Fortune Box by Madeleine Swann REVIEW

Fortune Box book

“The first parcel arrived at a little flat in the center of the city. Contrary to the postman’s usual practice, when she didn’t answer his ring on the buzzer, he was compelled to buzz someone else and climbed the stairs to leave it at her front door.”

So begins Fortune Box, British Bizarro author Madeleine Swann’s novel-in-stories. Tower Ltd. Surprise Packages sends its strange packages out to random people. Sometimes it helps them fulfill their dreams. Most of the time, the packages come with horrible consequences. The ten chapters here follow the stories of nine of the package recipients and a brief glimpse into Tower Ltd.’s factory.

The first story is about a woman named Meera, who is perpetually unlucky in love. She comes home from yet another bad date to find a Tower Ltd. package which contains a seed packet.
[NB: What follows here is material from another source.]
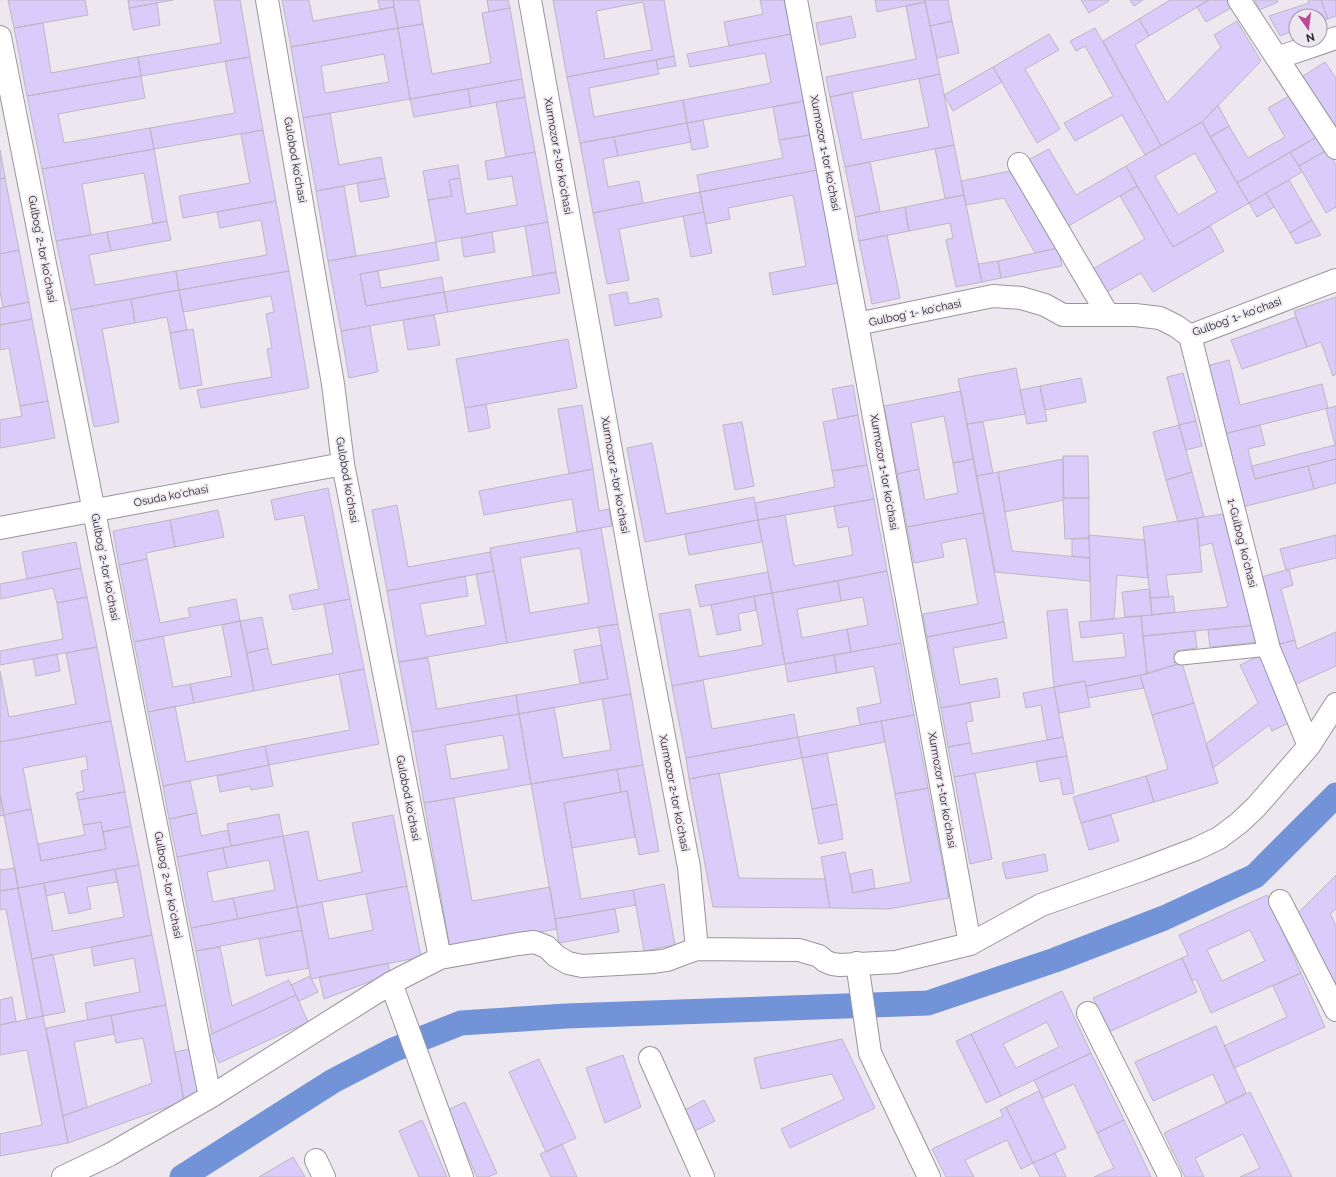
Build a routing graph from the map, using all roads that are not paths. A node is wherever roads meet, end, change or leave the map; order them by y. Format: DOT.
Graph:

The seed inside grows an ideal man for Meera. However, she accidentally causes him to start bleeding. Rather than get him help, she insists on taking him on her “dream date” while green goo leaks from his chest. This is a great character study on how many seeking relationships are seeking validation and illusions rather than real connections told through a darkly humorous piece of science fiction.

One of my favorite stories was the third one. Terry is an insignificant man, going to work every day and being ignored and brushed off by everyone around him. One day, he receives a book from Tower Ltd. By signing the book, he becomes an instant celebrity with a best-selling book of all his thoughts. However, both the book and his online social media reveal all his thoughts without his control. An incident mentioned where he stalked a co-worker makes him the target of online and media hate. Unable to control his emotions, he digs himself a deeper and deeper hole, becoming more hated and being exploited by people who want to milk his controversy for all its worth.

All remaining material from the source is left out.